▸ Activity: Pull every line containing "dead" from the listing.

▸ Exercise materials:
-*-
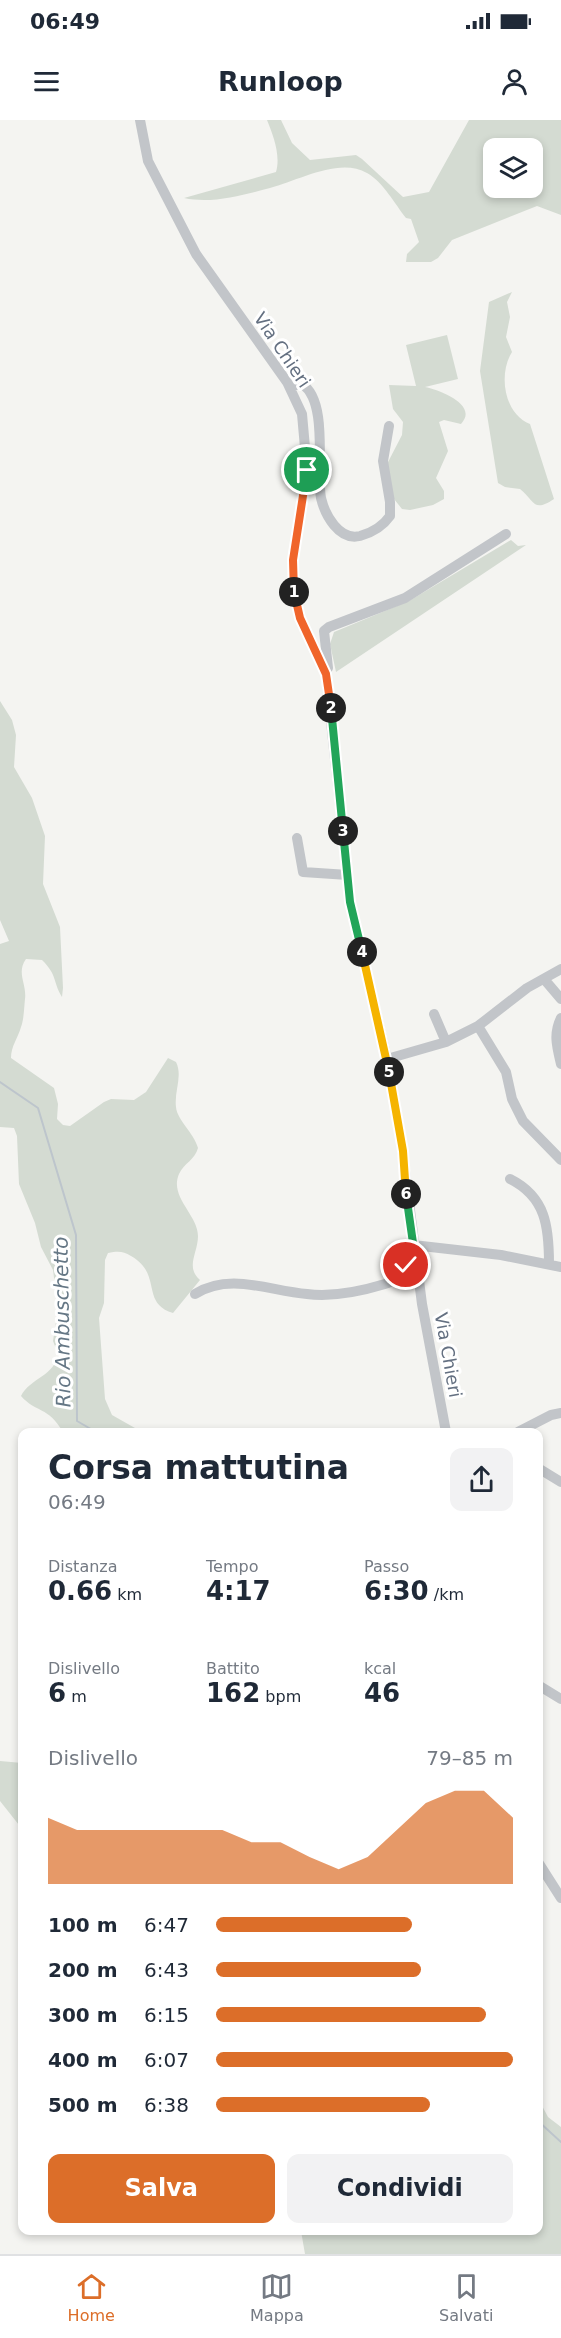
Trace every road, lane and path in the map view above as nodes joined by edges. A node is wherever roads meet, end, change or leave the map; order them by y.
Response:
1 (140, 120) edge
2 (290, 386) junction
3 (389, 426) dead end
4 (506, 534) dead end
5 (326, 674) junction
6 (297, 838) dead end
7 (348, 875) junction
8 (561, 969) edge
9 (544, 979) junction
10 (561, 999) edge
11 (434, 1014) dead end
12 (561, 1018) edge
13 (478, 1026) junction
14 (446, 1042) junction
15 (387, 1059) junction
16 (561, 1064) edge
17 (561, 1160) edge
18 (510, 1179) dead end
19 (413, 1245) junction
20 (415, 1257) junction
21 (549, 1264) junction
22 (561, 1267) edge
23 (195, 1294) dead end
24 (561, 1413) edge
25 (445, 1428) edge
26 (526, 1428) edge
27 (543, 1471) edge
28 (561, 1482) edge
29 (543, 1688) edge
30 (561, 1699) edge
31 (543, 1870) edge
32 (561, 1898) edge

1 - 2 street, Via Chieri
2 - 3 street
2 - 5 street, Via Chieri
4 - 5 street
5 - 7 street, Via Chieri
6 - 7 street
7 - 15 street, Via Chieri
8 - 9 street
9 - 10 street
9 - 13 street
11 - 14 street
12 - 16 street
13 - 14 street
13 - 17 street
14 - 15 street
15 - 19 street, Via Chieri
18 - 21 street
19 - 20 street, Via Chieri
19 - 21 street
20 - 23 street
20 - 25 street, Via Chieri
21 - 22 street
24 - 26 street
27 - 28 street
29 - 30 street
31 - 32 street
-*-
▸ Result of the exercise:
3 (389, 426) dead end
4 (506, 534) dead end
6 (297, 838) dead end
11 (434, 1014) dead end
18 (510, 1179) dead end
23 (195, 1294) dead end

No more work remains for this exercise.